1,324 reviews6 followers
Read
June 6, 2020
A lot of imagery and wordplay that I just didn't get; rather than stories these seemed prose poems.  And that's fine, this happens in poetry sometimes; there's a symbolism that doesn't translate into my view. 
To be fair, I spent this week reading the book furiously for 3 minutes in effort to relax, dropping it, and repeating that process an hour later.
Profile Image for Sarahmarie Specht-Bird.
180 reviews2 followers
July 12, 2023
Reading this book was a wild combination of delight, unease, and poetry. It felt like a dark, weird dream. Some of the stories went over my head or didn’t really hit, while others made me think “huh, that’s interesting,” and still others used the English language so precisely and sparingly that I took a photo just to remember how Farmer put the words together.
Profile Image for Sarah Schantz.
Author 4 books108 followers
August 6, 2017
These little vignettes are visceral and haunting. The beginning and ending stories/prose-poems are exquisite. This is what happens when a writer tends to the syntax; the subtext; and the ghost between.
Profile Image for Risa.
646 reviews
January 11, 2023
I wasn’t the right reader for these “stories”. A few were impactful. Most were too flimsy and/or abstract for me to connect.

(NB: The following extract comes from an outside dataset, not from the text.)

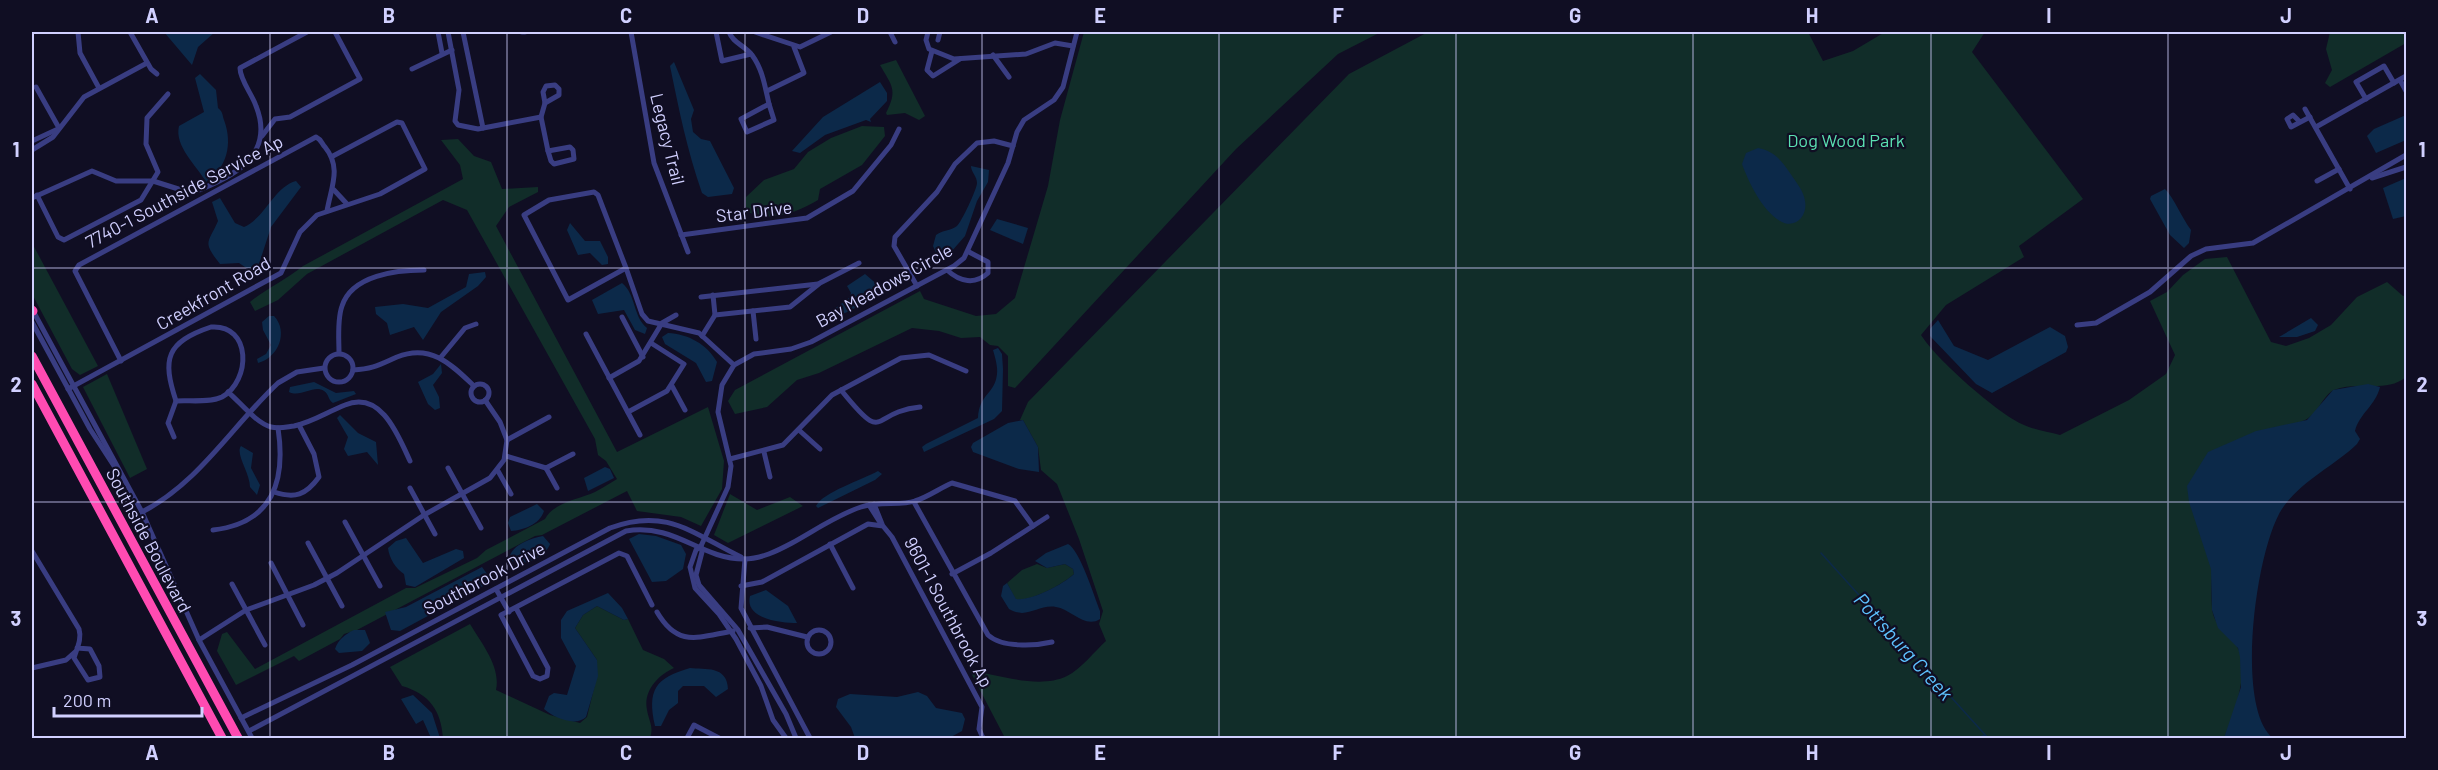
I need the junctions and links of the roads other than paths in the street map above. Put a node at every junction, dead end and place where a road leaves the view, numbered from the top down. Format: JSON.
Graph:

Profile Image for Bob Comparda.
296 reviews13 followers
May 11, 2023
These pieces of micro fiction gave me David Lynch vibes. Poetic, strange and mysterious.
Profile Image for Leesa.
Author 12 books2,769 followers
April 16, 2014
These stories are so creative, beautiful & strange. I especially loved "The Light at the End of the Tunnel" & "Coffin Water" & "Pillar of Salt" & "The Women" & "Where Everyone is a Star." Ashley writes stuff like "I pictured myself as a single drop of pink water that would someday merge with other drops the same color. How beautiful, I thought, to become wholer than whole" and "From the tiger's milky sleep, he heard the boy's heart" and "Sometimes I become an orange, peeled form the waist up, round against two palms." She writes these really lush descriptive lines that defy labels. Some feel like prose poems and some feel like vignettes and some feel like short stories. It's a tiny book full of lots of tiny stories that feel bigger than they are and they keep spilling out and spilling out even after you turn the page.
Profile Image for Sue.
Author 22 books56 followers
January 30, 2015
When I pulled this tiny (4 ¼ x 5 ½ inches) book out of my mailbox, I was charmed by its size and shape. An itty bitty book with itty bitty essays. So cute. Then I started reading. I’m sorry. Maybe I’m old, dense or not taking the right drugs, but 90 percent of these essays make absolutely no sense to me, even if other reviewers see great insight in them. I just don’t. Sorry. Two stars for cuteness and genius that is buried in these words.
Profile Image for Lewis Housley.
155 reviews5 followers
May 29, 2022
A book of melancholic prose poetry. Beautiful, lost, and sad. The writings made my heartache and my mind focus. Whatever happened to the promises of youth? Who are these "people" I encounter? What happened to the people in my life, those close connections that I can no longer feel or understand? I feel less alone after reading these writings but still alone regardless. Good stuff.
Profile Image for Shay.
117 reviews26 followers
January 31, 2016
Even the segments that didn't do much for me were beautifully written

"The more permanent I become, the less sleep I get"
Profile Image for Sarah.
108 reviews1 follower
April 25, 2017
#ReadHarder Challenge task #21: Read a book published by a micropress.

I suppose I can understand how some people would like these stories, but they just weren't for me.